You’ve been through something horrifying. You try to forget it but you are struggling. You avoid things that remind you of it. But it keeps coming back. The quiet moments are the hardest.
So you stay busy. You wish for rest. You hope for sleep. But you can’t let your guard down.
If this sounds familiar you may be experiencing post-traumatic stress symptoms. Post-traumatic stress occurs after we have experienced an event during which we felt horror, helplessness or hopelessness (Herman, 1992).
After the event we may have experiences including but not limited to: feelings of being on high alert, intrusive thoughts, re-experiencing the event, difficulty managing feelings of rage, numbness, avoidance behaviours, intense fear or anxiety, suicidal thoughts or depression.
Connecting with a counsellor trained and experienced in trauma can lessen these symptoms and help you feel relief.
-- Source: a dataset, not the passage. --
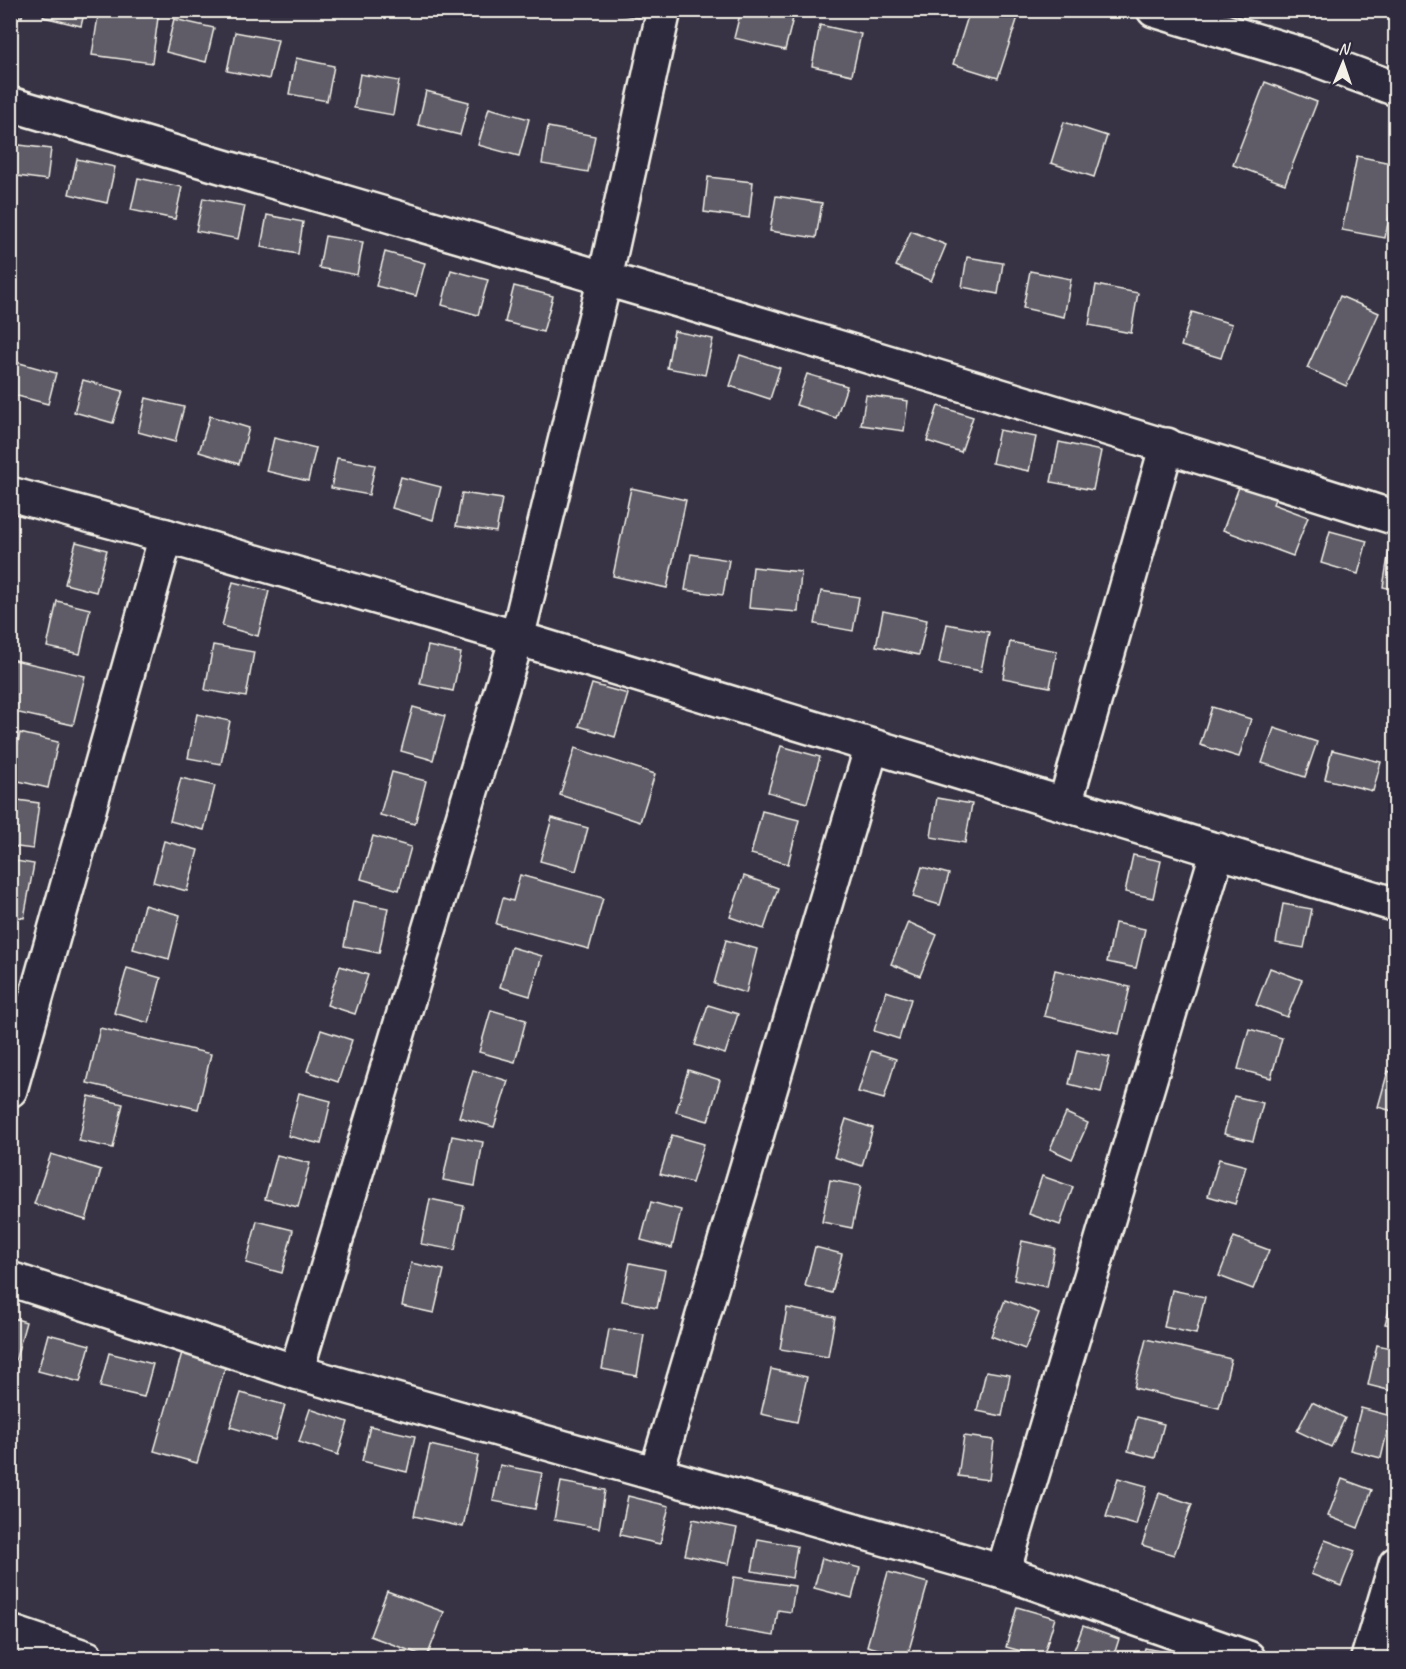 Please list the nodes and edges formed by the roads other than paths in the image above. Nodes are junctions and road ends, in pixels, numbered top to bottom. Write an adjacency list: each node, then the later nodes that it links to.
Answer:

Letting the symptoms go on for too long without treatment could cause them to be harder to unlearn later down the road.
Trauma treatment is comprised of 3 stages (Herman):
(1) Establishing safety in the client’s life by building coping skills, safety planning, and developing a good therapeutic relationship with the counsellor.
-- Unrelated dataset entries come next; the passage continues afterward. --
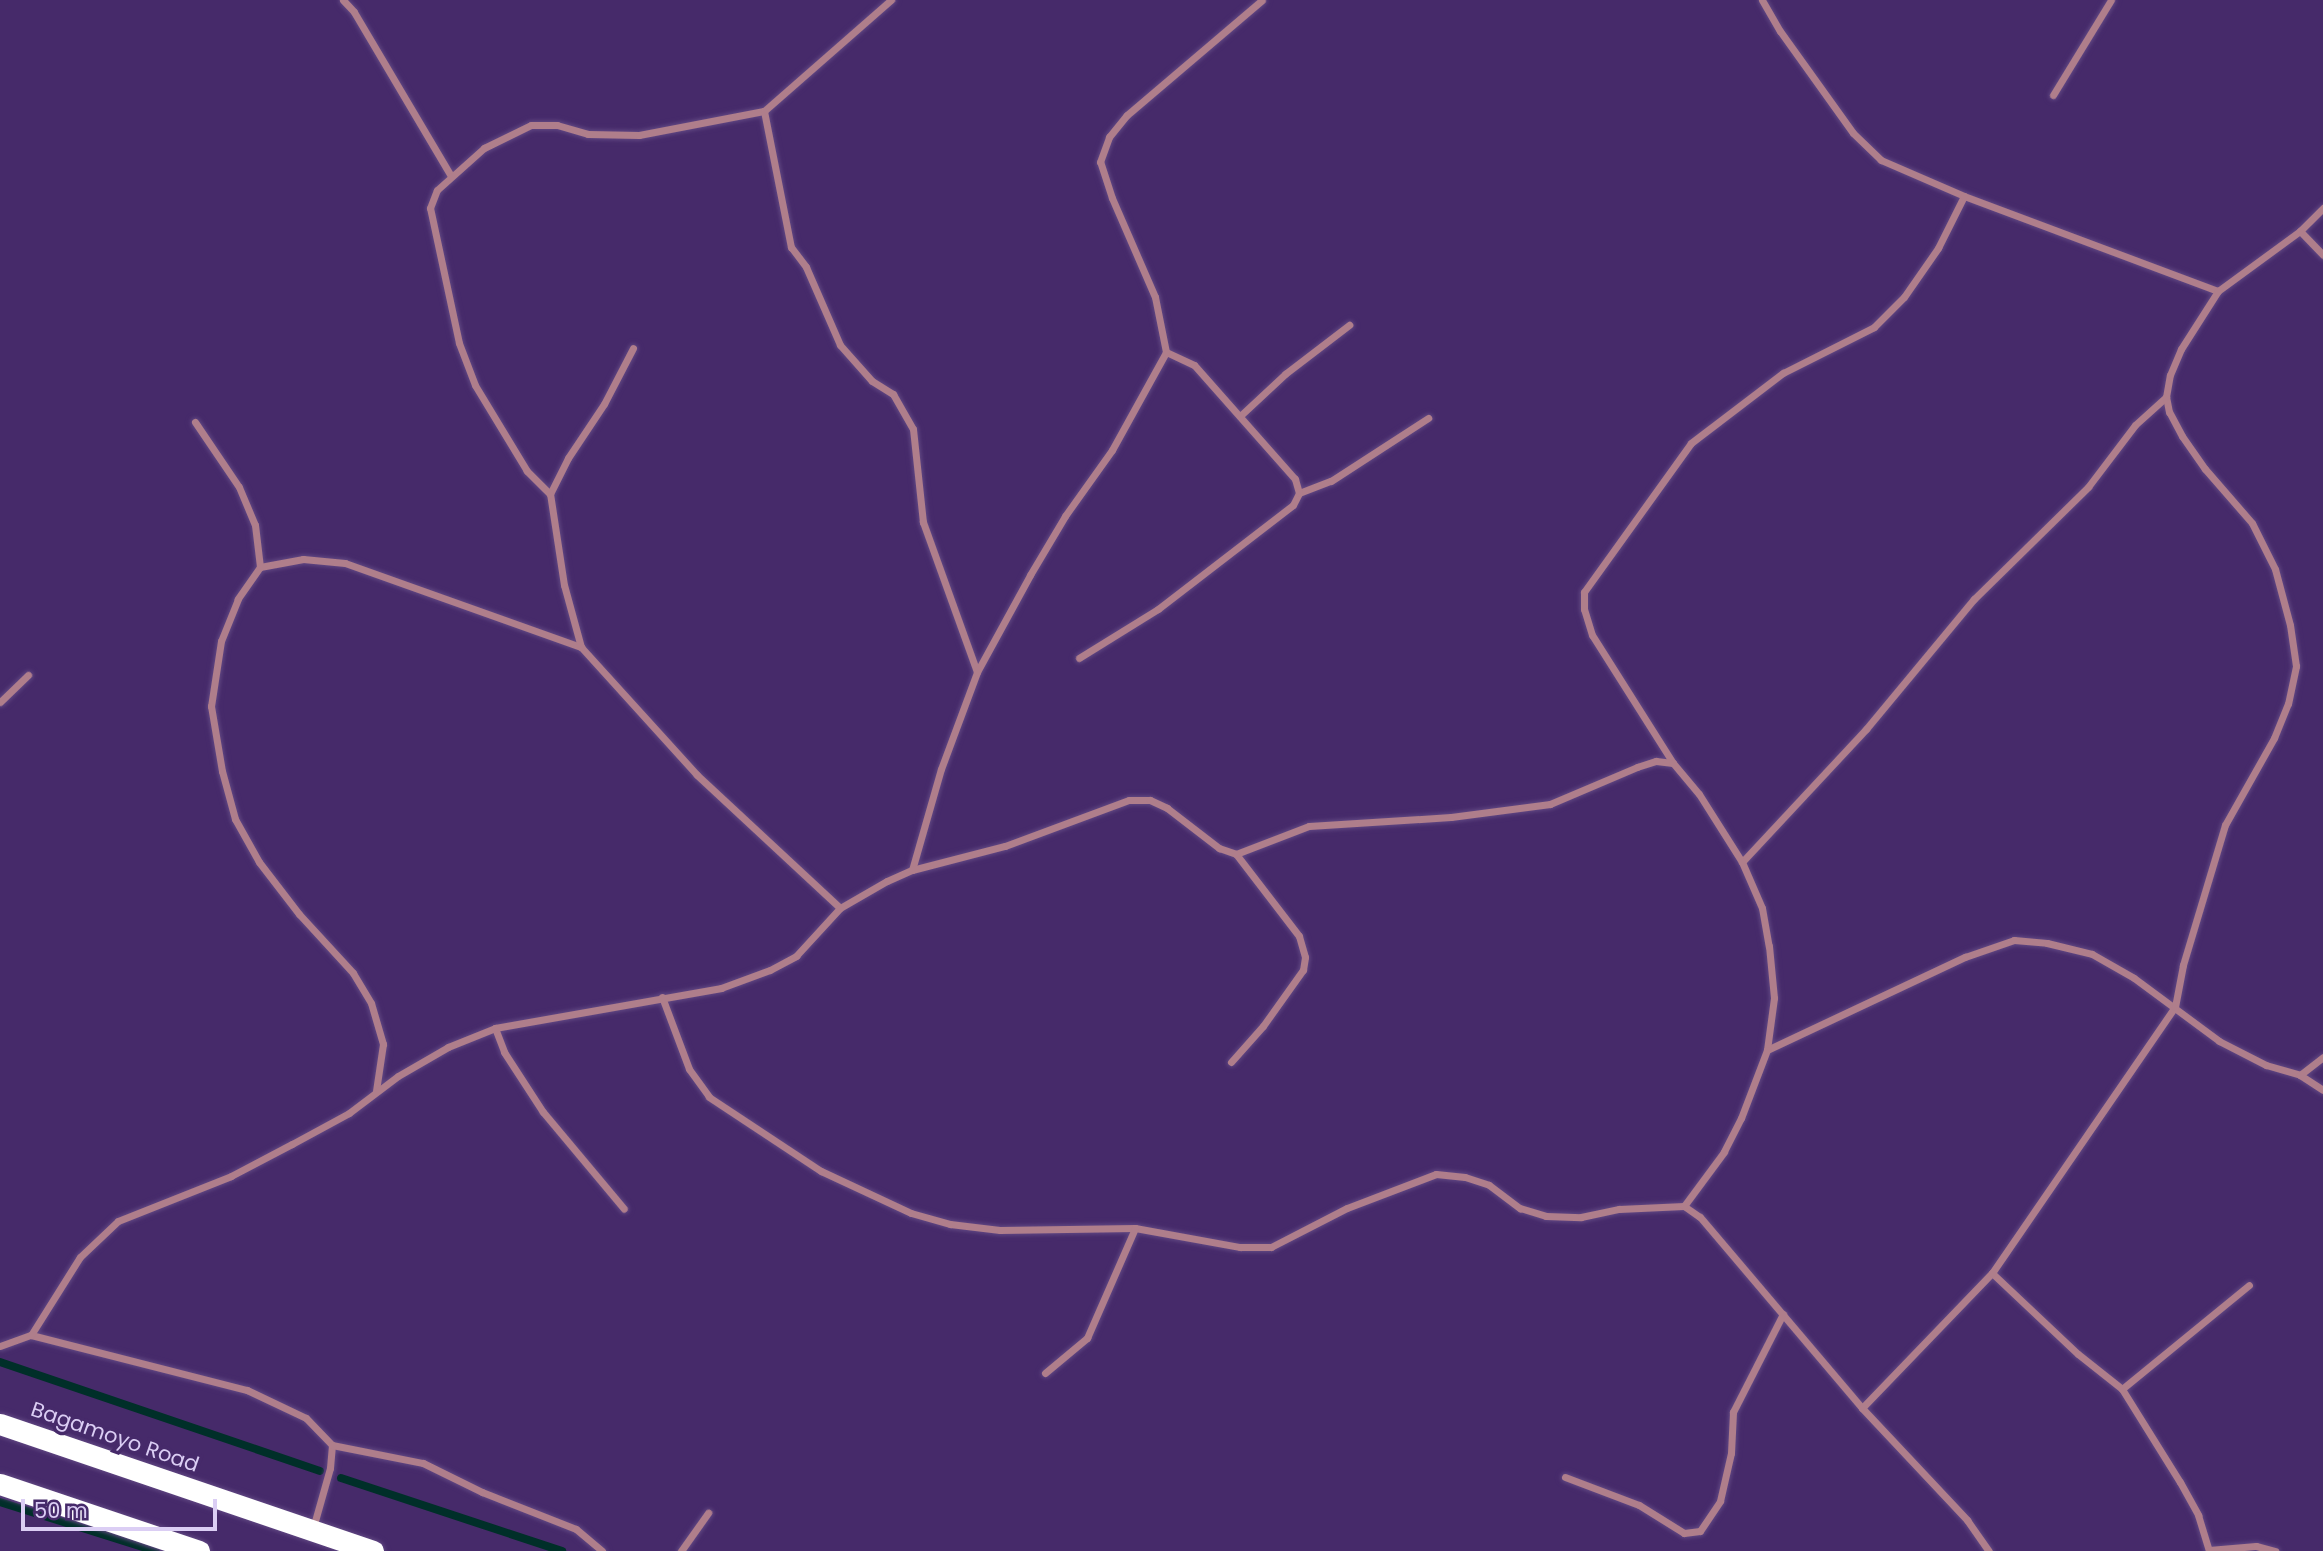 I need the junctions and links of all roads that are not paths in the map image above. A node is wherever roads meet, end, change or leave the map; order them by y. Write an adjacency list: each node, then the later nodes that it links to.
1 (343, 0): 8 (street)
2 (891, 0): 7 (street)
3 (1262, 0): 16 (street)
4 (1762, 0): 9 (street)
5 (2111, 0): 6 (street)
6 (2053, 94)
7 (764, 111): 8 (street); 26 (street)
8 (451, 176): 22 (street)
9 (1964, 196): 13 (street); 29 (street)
10 (2323, 208): 11 (street)
11 (2300, 231): 12 (street); 13 (street)
12 (2323, 256)
13 (2218, 291): 17 (street)
14 (1349, 325): 18 (street)
15 (633, 348): 22 (street)
16 (1166, 352): 18 (street); 26 (street)
17 (2166, 397): 31 (street); 35 (street)
18 (1240, 416): 21 (street)
19 (1428, 418): 21 (street)
20 (195, 422): 23 (street)
21 (1299, 492): 25 (street)
22 (550, 494): 24 (street)
23 (260, 567): 24 (street); 42 (street)
24 (581, 647): 33 (street)
25 (1079, 658)
26 (977, 672): 32 (street)
27 (28, 675): 28 (street)
28 (0, 702)
29 (1673, 763): 30 (street); 31 (street)
30 (1236, 854): 32 (street); 39 (street)
31 (1742, 862): 37 (street)
32 (912, 870): 33 (street)
33 (840, 908): 34 (street)
34 (662, 997): 36 (street); 45 (street)
35 (2175, 1007): 37 (street); 40 (street); 46 (street)
36 (495, 1028): 42 (street); 44 (street)
37 (1767, 1050): 43 (street)
38 (2323, 1057): 40 (street)
39 (1231, 1062)
40 (2300, 1075): 41 (street)
41 (2323, 1090)
42 (376, 1092): 49 (street)
43 (1684, 1206): 45 (street); 48 (street)
44 (624, 1209)
45 (1135, 1228): 51 (street)
46 (1992, 1273): 52 (street); 53 (street)
47 (2249, 1285): 52 (street)
48 (1783, 1314): 53 (street); 56 (street)
49 (31, 1335): 50 (street); 55 (street)
50 (0, 1346)
51 (1045, 1373)
52 (2122, 1389): 60 (street)
53 (1862, 1408): 65 (street)
54 (0, 1424): 59 (highway, Bagamoyo Road)
55 (332, 1446): 59 (street); 63 (street)
56 (1565, 1477)
57 (0, 1484): 61 (highway)
58 (708, 1513): 64 (street)
59 (312, 1530): 62 (highway, Bagamoyo Road)
60 (2209, 1550): 66 (street)
61 (199, 1551)
62 (373, 1551)
63 (602, 1551)
64 (681, 1551)
65 (1989, 1551)
66 (2275, 1551)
(2) Working with the trauma memories gradually, whilst practicing the newly learnt skills, and finally,
(3) Reconnecting with life, with those memories now integrated properly.
Remember, humans are not meant to land from a traumatic event alone. Like other animals we regulate our system by turning to others who really get it.
Learning specific skills that work for you and gaining a knowledgeable support person can by the keys to turning things around. You don’t have to go through this alone. You aren’t meant to.
Herman, J. (1992). Trauma and recovery: The aftermath of violence – From domestic abuse to political terror. NY: Basic Books.